When the string "numbered" appears in a line of the records, show the whole line.

[Source records]

◇ ◇ ◇ ◇ ◇ ◇ ◇

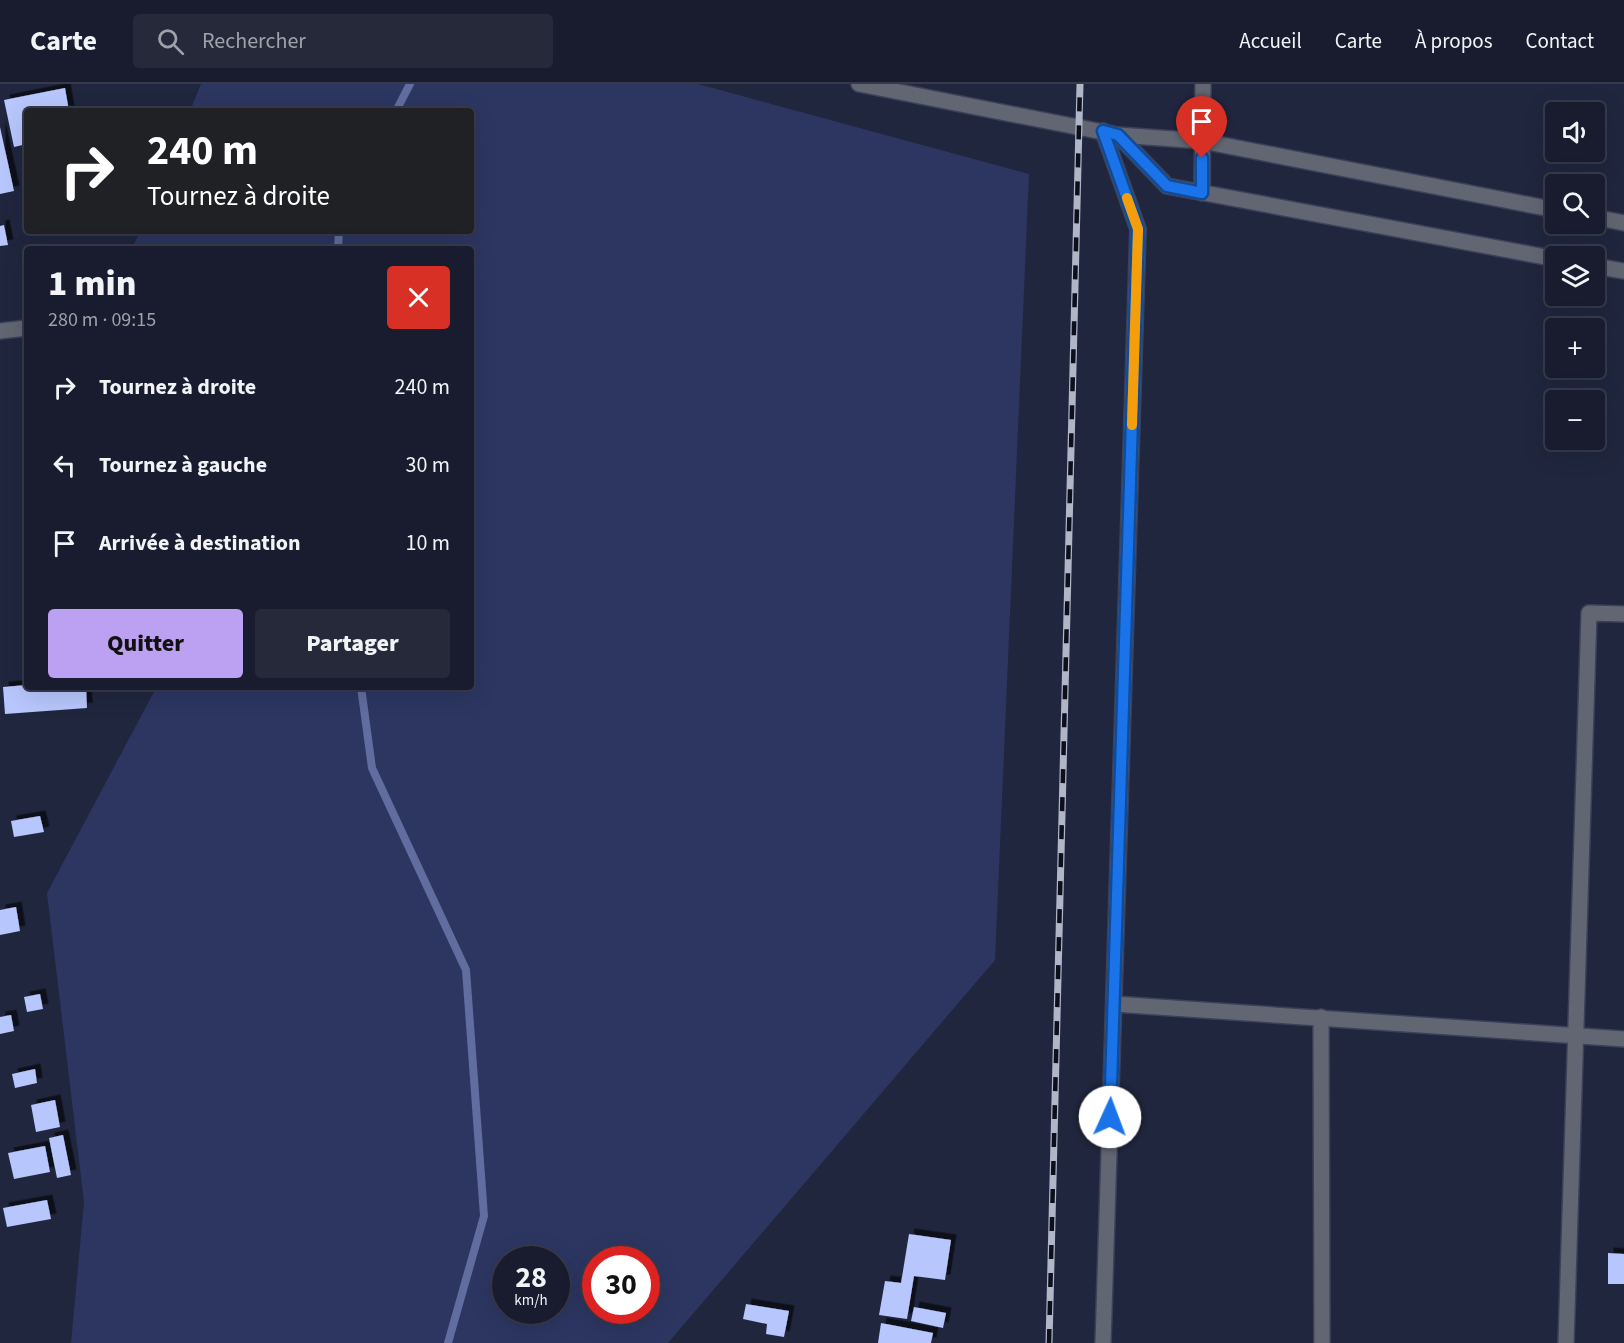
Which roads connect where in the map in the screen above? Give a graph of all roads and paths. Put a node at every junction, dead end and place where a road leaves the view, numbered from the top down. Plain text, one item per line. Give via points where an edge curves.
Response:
1 (859, 84) edge
2 (1203, 84) edge
3 (1111, 133) junction
4 (1202, 141) junction
5 (1202, 193) junction
6 (1545, 208) edge
7 (1605, 219) edge
8 (1624, 223) edge
9 (1545, 257) edge
10 (1605, 268) edge
11 (1624, 272) edge
12 (24, 328) edge
13 (0, 331) edge
14 (1624, 614) edge
15 (1114, 1004) junction
16 (1321, 1017) junction
17 (1576, 1035) junction
18 (1624, 1039) edge
19 (1103, 1343) edge
20 (1322, 1343) edge
21 (1566, 1343) edge

1 - 3 street
2 - 4 street
3 - 4 street
3 - 5 street via 1167,186
3 - 15 street via 1138,229
4 - 5 street
4 - 6 street
5 - 9 street
7 - 8 street
10 - 11 street
12 - 13 street
14 - 17 street via 1588,613
15 - 16 street
15 - 19 street
16 - 17 street
16 - 20 street
17 - 18 street
17 - 21 street

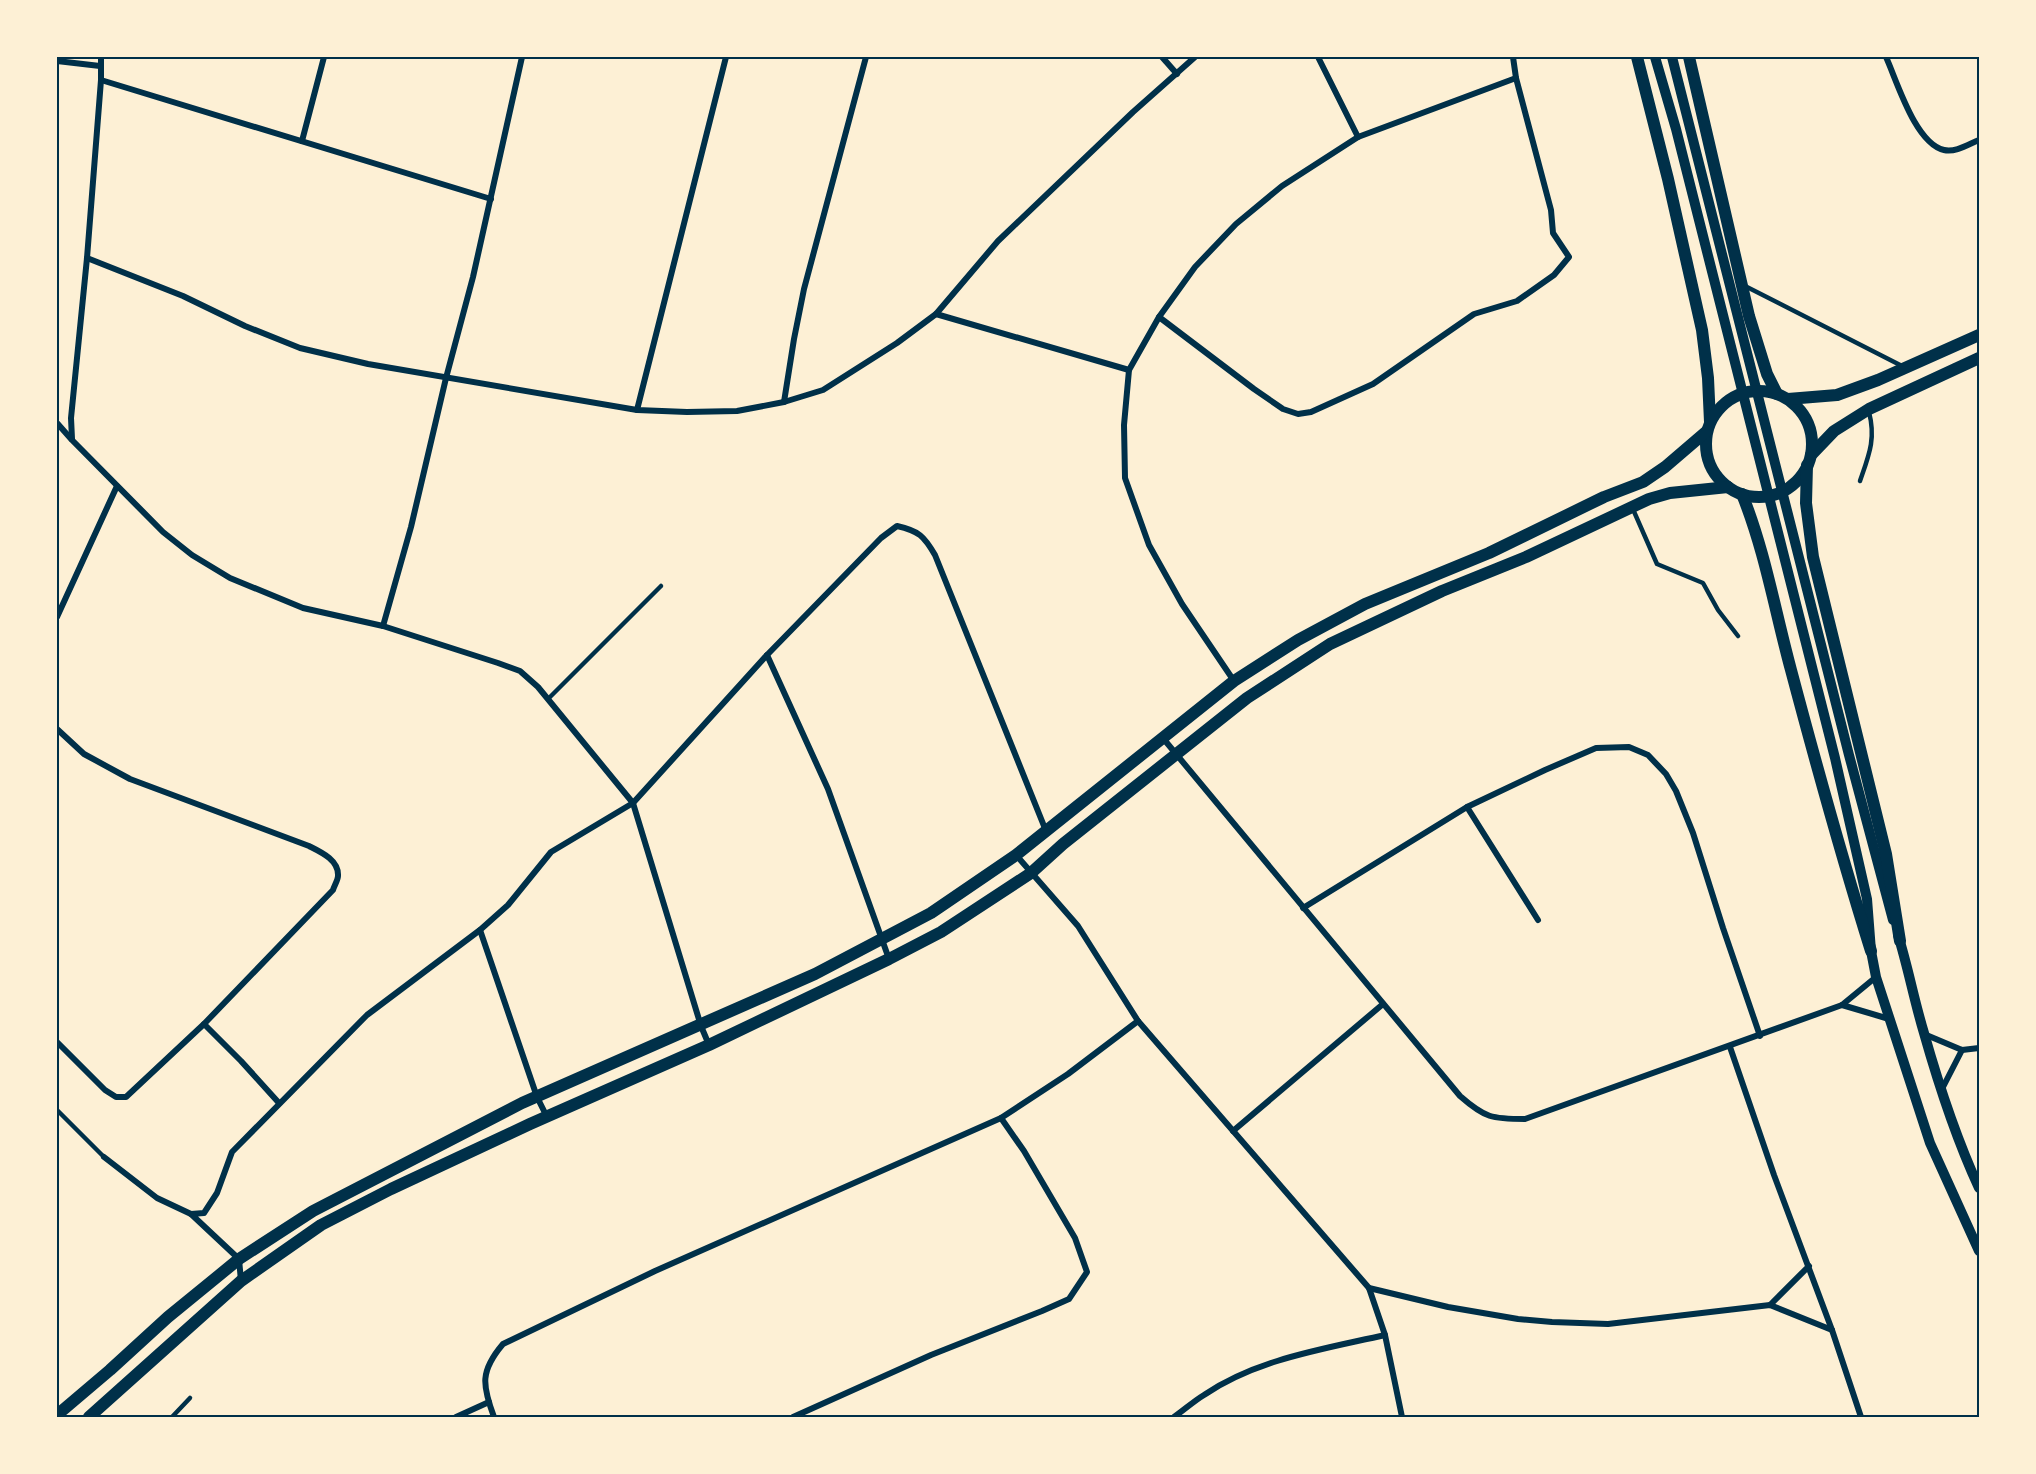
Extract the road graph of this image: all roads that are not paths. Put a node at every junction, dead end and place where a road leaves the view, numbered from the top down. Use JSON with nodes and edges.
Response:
{"nodes":[{"id":1,"x":101,"y":57,"type":"edge"},
{"id":2,"x":324,"y":57,"type":"edge"},
{"id":3,"x":522,"y":57,"type":"edge"},
{"id":4,"x":726,"y":57,"type":"edge"},
{"id":5,"x":866,"y":57,"type":"edge"},
{"id":6,"x":1162,"y":57,"type":"edge"},
{"id":7,"x":1195,"y":57,"type":"edge"},
{"id":8,"x":1318,"y":57,"type":"edge"},
{"id":9,"x":1513,"y":57,"type":"edge"},
{"id":10,"x":1637,"y":57,"type":"edge"},
{"id":11,"x":1655,"y":57,"type":"edge"},
{"id":12,"x":1672,"y":57,"type":"edge"},
{"id":13,"x":1689,"y":57,"type":"edge"},
{"id":14,"x":1886,"y":57,"type":"edge"},
{"id":15,"x":57,"y":61,"type":"edge"},
{"id":16,"x":100,"y":66,"type":"junction"},
{"id":17,"x":1177,"y":74,"type":"junction"},
{"id":18,"x":1516,"y":78,"type":"junction"},
{"id":19,"x":101,"y":80,"type":"junction"},
{"id":20,"x":1358,"y":137,"type":"junction"},
{"id":21,"x":1979,"y":140,"type":"edge"},
{"id":22,"x":302,"y":141,"type":"junction"},
{"id":23,"x":491,"y":199,"type":"junction"},
{"id":24,"x":87,"y":258,"type":"junction"},
{"id":25,"x":1741,"y":284,"type":"junction"},
{"id":26,"x":936,"y":314,"type":"junction"},
{"id":27,"x":1159,"y":317,"type":"junction"},
{"id":28,"x":1979,"y":335,"type":"edge"},
{"id":29,"x":1979,"y":358,"type":"edge"},
{"id":30,"x":1906,"y":368,"type":"junction"},
{"id":31,"x":1129,"y":370,"type":"junction"},
{"id":32,"x":446,"y":378,"type":"junction"},
{"id":33,"x":1782,"y":396,"type":"junction"},
{"id":34,"x":784,"y":402,"type":"junction"},
{"id":35,"x":1869,"y":409,"type":"junction"},
{"id":36,"x":637,"y":410,"type":"junction"},
{"id":37,"x":57,"y":423,"type":"edge"},
{"id":38,"x":1708,"y":427,"type":"junction"},
{"id":39,"x":72,"y":440,"type":"junction"},
{"id":40,"x":1809,"y":460,"type":"junction"},
{"id":41,"x":1860,"y":481,"type":"dead end"},
{"id":42,"x":117,"y":486,"type":"junction"},
{"id":43,"x":1728,"y":487,"type":"junction"},
{"id":44,"x":1742,"y":494,"type":"junction"},
{"id":45,"x":1632,"y":507,"type":"junction"},
{"id":46,"x":661,"y":586,"type":"dead end"},
{"id":47,"x":57,"y":617,"type":"edge"},
{"id":48,"x":383,"y":626,"type":"junction"},
{"id":49,"x":1738,"y":636,"type":"dead end"},
{"id":50,"x":766,"y":655,"type":"junction"},
{"id":51,"x":1234,"y":681,"type":"junction"},
{"id":52,"x":548,"y":699,"type":"junction"},
{"id":53,"x":57,"y":729,"type":"edge"},
{"id":54,"x":1162,"y":737,"type":"junction"},
{"id":55,"x":1176,"y":754,"type":"junction"},
{"id":56,"x":633,"y":803,"type":"junction"},
{"id":57,"x":1467,"y":807,"type":"junction"},
{"id":58,"x":1046,"y":832,"type":"junction"},
{"id":59,"x":1016,"y":855,"type":"junction"},
{"id":60,"x":1030,"y":873,"type":"junction"},
{"id":61,"x":1303,"y":908,"type":"junction"},
{"id":62,"x":1538,"y":920,"type":"dead end"},
{"id":63,"x":480,"y":930,"type":"junction"},
{"id":64,"x":881,"y":941,"type":"junction"},
{"id":65,"x":1900,"y":941,"type":"junction"},
{"id":66,"x":1871,"y":951,"type":"junction"},
{"id":67,"x":889,"y":959,"type":"junction"},
{"id":68,"x":1876,"y":977,"type":"junction"},
{"id":69,"x":1383,"y":1004,"type":"junction"},
{"id":70,"x":1842,"y":1005,"type":"junction"},
{"id":71,"x":1889,"y":1019,"type":"junction"},
{"id":72,"x":1137,"y":1021,"type":"junction"},
{"id":73,"x":204,"y":1024,"type":"junction"},
{"id":74,"x":701,"y":1026,"type":"junction"},
{"id":75,"x":1924,"y":1034,"type":"junction"},
{"id":76,"x":1760,"y":1036,"type":"junction"},
{"id":77,"x":57,"y":1042,"type":"edge"},
{"id":78,"x":709,"y":1045,"type":"junction"},
{"id":79,"x":1730,"y":1047,"type":"junction"},
{"id":80,"x":1979,"y":1048,"type":"edge"},
{"id":81,"x":1962,"y":1050,"type":"junction"},
{"id":82,"x":1942,"y":1089,"type":"junction"},
{"id":83,"x":537,"y":1097,"type":"junction"},
{"id":84,"x":279,"y":1103,"type":"junction"},
{"id":85,"x":57,"y":1110,"type":"edge"},
{"id":86,"x":547,"y":1117,"type":"junction"},
{"id":87,"x":1001,"y":1118,"type":"junction"},
{"id":88,"x":1233,"y":1131,"type":"junction"},
{"id":89,"x":104,"y":1156,"type":"joint"},
{"id":90,"x":1979,"y":1188,"type":"edge"},
{"id":91,"x":191,"y":1214,"type":"junction"},
{"id":92,"x":1979,"y":1251,"type":"edge"},
{"id":93,"x":239,"y":1258,"type":"junction"},
{"id":94,"x":1809,"y":1266,"type":"junction"},
{"id":95,"x":241,"y":1281,"type":"junction"},
{"id":96,"x":1369,"y":1288,"type":"junction"},
{"id":97,"x":1770,"y":1305,"type":"junction"},
{"id":98,"x":1832,"y":1330,"type":"junction"},
{"id":99,"x":1385,"y":1335,"type":"junction"},
{"id":100,"x":190,"y":1398,"type":"dead end"},
{"id":101,"x":489,"y":1402,"type":"junction"},
{"id":102,"x":57,"y":1415,"type":"edge"},
{"id":103,"x":89,"y":1417,"type":"edge"},
{"id":104,"x":172,"y":1417,"type":"edge"},
{"id":105,"x":456,"y":1417,"type":"edge"},
{"id":106,"x":494,"y":1417,"type":"edge"},
{"id":107,"x":793,"y":1417,"type":"edge"},
{"id":108,"x":1174,"y":1417,"type":"edge"},
{"id":109,"x":1402,"y":1417,"type":"edge"},
{"id":110,"x":1860,"y":1417,"type":"edge"}],
"edges":[{"from":1,"to":16,"type":"street"},
{"from":2,"to":22,"type":"street"},
{"from":3,"to":23,"type":"street"},
{"from":4,"to":36,"type":"street"},
{"from":5,"to":34,"type":"street"},
{"from":6,"to":17,"type":"street"},
{"from":7,"to":17,"type":"street"},
{"from":8,"to":20,"type":"street"},
{"from":9,"to":18,"type":"street"},
{"from":10,"to":38,"type":"main road"},
{"from":11,"to":66,"type":"street"},
{"from":12,"to":65,"type":"street"},
{"from":13,"to":25,"type":"main road"},
{"from":14,"to":21,"type":"street"},
{"from":15,"to":16,"type":"street"},
{"from":16,"to":19,"type":"street"},
{"from":17,"to":26,"type":"street"},
{"from":18,"to":20,"type":"street"},
{"from":18,"to":27,"type":"street"},
{"from":19,"to":22,"type":"street"},
{"from":19,"to":24,"type":"street"},
{"from":20,"to":27,"type":"street"},
{"from":22,"to":23,"type":"street"},
{"from":23,"to":32,"type":"street"},
{"from":24,"to":32,"type":"street"},
{"from":24,"to":39,"type":"street"},
{"from":25,"to":30,"type":"lane"},
{"from":25,"to":33,"type":"main road"},
{"from":26,"to":31,"type":"street"},
{"from":26,"to":34,"type":"street"},
{"from":27,"to":31,"type":"street"},
{"from":28,"to":30,"type":"main road"},
{"from":29,"to":35,"type":"main road"},
{"from":30,"to":33,"type":"main road"},
{"from":31,"to":51,"type":"street"},
{"from":32,"to":36,"type":"street"},
{"from":32,"to":48,"type":"street"},
{"from":33,"to":38,"type":"main road"},
{"from":33,"to":40,"type":"main road"},
{"from":34,"to":36,"type":"street"},
{"from":35,"to":40,"type":"main road"},
{"from":35,"to":41,"type":"lane"},
{"from":37,"to":39,"type":"street"},
{"from":38,"to":43,"type":"main road"},
{"from":38,"to":51,"type":"main road"},
{"from":39,"to":42,"type":"street"},
{"from":40,"to":44,"type":"main road"},
{"from":40,"to":65,"type":"main road"},
{"from":42,"to":47,"type":"street"},
{"from":42,"to":48,"type":"street"},
{"from":43,"to":44,"type":"main road"},
{"from":43,"to":45,"type":"main road"},
{"from":44,"to":66,"type":"main road"},
{"from":45,"to":49,"type":"lane"},
{"from":45,"to":55,"type":"main road"},
{"from":46,"to":52,"type":"lane"},
{"from":48,"to":52,"type":"street"},
{"from":50,"to":56,"type":"street"},
{"from":50,"to":58,"type":"street"},
{"from":50,"to":64,"type":"street"},
{"from":51,"to":54,"type":"main road"},
{"from":52,"to":56,"type":"street"},
{"from":53,"to":73,"type":"street"},
{"from":54,"to":55,"type":"street"},
{"from":54,"to":58,"type":"main road"},
{"from":55,"to":60,"type":"main road"},
{"from":55,"to":61,"type":"street"},
{"from":56,"to":63,"type":"street"},
{"from":56,"to":74,"type":"street"},
{"from":57,"to":61,"type":"street"},
{"from":57,"to":62,"type":"street"},
{"from":57,"to":76,"type":"street"},
{"from":58,"to":59,"type":"main road"},
{"from":59,"to":60,"type":"street"},
{"from":59,"to":64,"type":"main road"},
{"from":60,"to":67,"type":"main road"},
{"from":60,"to":72,"type":"street"},
{"from":61,"to":69,"type":"street"},
{"from":63,"to":83,"type":"street"},
{"from":63,"to":84,"type":"street"},
{"from":64,"to":67,"type":"street"},
{"from":64,"to":74,"type":"main road"},
{"from":65,"to":75,"type":"street"},
{"from":66,"to":68,"type":"street"},
{"from":67,"to":78,"type":"main road"},
{"from":68,"to":70,"type":"street"},
{"from":68,"to":71,"type":"street"},
{"from":69,"to":79,"type":"street"},
{"from":69,"to":88,"type":"street"},
{"from":70,"to":71,"type":"street"},
{"from":70,"to":76,"type":"street"},
{"from":71,"to":92,"type":"street"},
{"from":72,"to":87,"type":"street"},
{"from":72,"to":88,"type":"street"},
{"from":73,"to":77,"type":"street"},
{"from":73,"to":84,"type":"street"},
{"from":74,"to":78,"type":"street"},
{"from":74,"to":83,"type":"main road"},
{"from":75,"to":81,"type":"street"},
{"from":75,"to":82,"type":"street"},
{"from":76,"to":79,"type":"street"},
{"from":78,"to":86,"type":"main road"},
{"from":79,"to":94,"type":"street"},
{"from":80,"to":81,"type":"street"},
{"from":81,"to":82,"type":"street"},
{"from":82,"to":90,"type":"street"},
{"from":83,"to":86,"type":"street"},
{"from":83,"to":93,"type":"main road"},
{"from":84,"to":91,"type":"street"},
{"from":85,"to":89,"type":"lane"},
{"from":86,"to":95,"type":"main road"},
{"from":87,"to":101,"type":"street"},
{"from":87,"to":107,"type":"street"},
{"from":88,"to":96,"type":"street"},
{"from":89,"to":91,"type":"street"},
{"from":91,"to":93,"type":"street"},
{"from":93,"to":95,"type":"street"},
{"from":93,"to":102,"type":"main road"},
{"from":94,"to":97,"type":"street"},
{"from":94,"to":98,"type":"street"},
{"from":95,"to":103,"type":"main road"},
{"from":96,"to":97,"type":"street"},
{"from":96,"to":99,"type":"street"},
{"from":97,"to":98,"type":"street"},
{"from":98,"to":110,"type":"street"},
{"from":99,"to":108,"type":"street"},
{"from":99,"to":109,"type":"street"},
{"from":100,"to":104,"type":"lane"},
{"from":101,"to":105,"type":"street"},
{"from":101,"to":106,"type":"street"}]}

◇ ◇ ◇ ◇ ◇ ◇ ◇

Output of the task:
Which roads connect where in the map in the screen above? Give a graph of all roads and paths. Put a node at every junction, dead end and place where a road leaves the view, numbered from the top down. Plain text, one item per line. Give via points where an edge curves.
Extract the road graph of this image: all roads that are not paths. Put a node at every junction, dead end and place where a road leaves the view, numbered from the top down. Use JSON with nodes and edges.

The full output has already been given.